### [Work instruction]
This exercise calls for an exact transcription. Set down every record below.

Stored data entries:
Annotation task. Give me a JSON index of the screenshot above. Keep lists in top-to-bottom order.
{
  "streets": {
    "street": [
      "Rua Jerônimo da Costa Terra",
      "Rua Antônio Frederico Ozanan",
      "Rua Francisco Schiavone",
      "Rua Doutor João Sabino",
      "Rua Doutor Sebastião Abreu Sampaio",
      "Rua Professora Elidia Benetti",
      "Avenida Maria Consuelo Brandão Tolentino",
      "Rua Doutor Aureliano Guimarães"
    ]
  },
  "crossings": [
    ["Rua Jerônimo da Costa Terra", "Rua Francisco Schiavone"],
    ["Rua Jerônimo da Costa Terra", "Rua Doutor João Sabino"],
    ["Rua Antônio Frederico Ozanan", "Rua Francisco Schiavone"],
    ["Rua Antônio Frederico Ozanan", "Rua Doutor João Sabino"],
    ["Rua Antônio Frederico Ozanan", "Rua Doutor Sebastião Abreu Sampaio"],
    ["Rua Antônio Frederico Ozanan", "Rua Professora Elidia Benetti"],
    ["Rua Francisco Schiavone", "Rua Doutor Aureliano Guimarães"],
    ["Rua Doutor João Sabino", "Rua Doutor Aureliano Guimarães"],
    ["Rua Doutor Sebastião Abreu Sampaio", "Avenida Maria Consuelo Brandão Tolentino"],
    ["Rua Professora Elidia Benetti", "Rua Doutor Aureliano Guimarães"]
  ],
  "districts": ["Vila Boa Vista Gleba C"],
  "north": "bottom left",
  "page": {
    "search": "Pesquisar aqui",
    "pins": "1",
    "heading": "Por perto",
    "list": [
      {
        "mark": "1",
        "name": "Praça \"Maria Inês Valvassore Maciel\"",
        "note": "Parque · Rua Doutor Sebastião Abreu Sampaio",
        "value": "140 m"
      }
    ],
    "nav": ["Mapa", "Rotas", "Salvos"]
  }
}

### [Solution to this task]
Annotation task. Give me a JSON index of the screenshot above. Keep lists in top-to-bottom order.
{
  "streets": {
    "street": [
      "Rua Jerônimo da Costa Terra",
      "Rua Antônio Frederico Ozanan",
      "Rua Francisco Schiavone",
      "Rua Doutor João Sabino",
      "Rua Doutor Sebastião Abreu Sampaio",
      "Rua Professora Elidia Benetti",
      "Avenida Maria Consuelo Brandão Tolentino",
      "Rua Doutor Aureliano Guimarães"
    ]
  },
  "crossings": [
    ["Rua Jerônimo da Costa Terra", "Rua Francisco Schiavone"],
    ["Rua Jerônimo da Costa Terra", "Rua Doutor João Sabino"],
    ["Rua Antônio Frederico Ozanan", "Rua Francisco Schiavone"],
    ["Rua Antônio Frederico Ozanan", "Rua Doutor João Sabino"],
    ["Rua Antônio Frederico Ozanan", "Rua Doutor Sebastião Abreu Sampaio"],
    ["Rua Antônio Frederico Ozanan", "Rua Professora Elidia Benetti"],
    ["Rua Francisco Schiavone", "Rua Doutor Aureliano Guimarães"],
    ["Rua Doutor João Sabino", "Rua Doutor Aureliano Guimarães"],
    ["Rua Doutor Sebastião Abreu Sampaio", "Avenida Maria Consuelo Brandão Tolentino"],
    ["Rua Professora Elidia Benetti", "Rua Doutor Aureliano Guimarães"]
  ],
  "districts": ["Vila Boa Vista Gleba C"],
  "north": "bottom left",
  "page": {
    "search": "Pesquisar aqui",
    "pins": "1",
    "heading": "Por perto",
    "list": [
      {
        "mark": "1",
        "name": "Praça \"Maria Inês Valvassore Maciel\"",
        "note": "Parque · Rua Doutor Sebastião Abreu Sampaio",
        "value": "140 m"
      }
    ],
    "nav": ["Mapa", "Rotas", "Salvos"]
  }
}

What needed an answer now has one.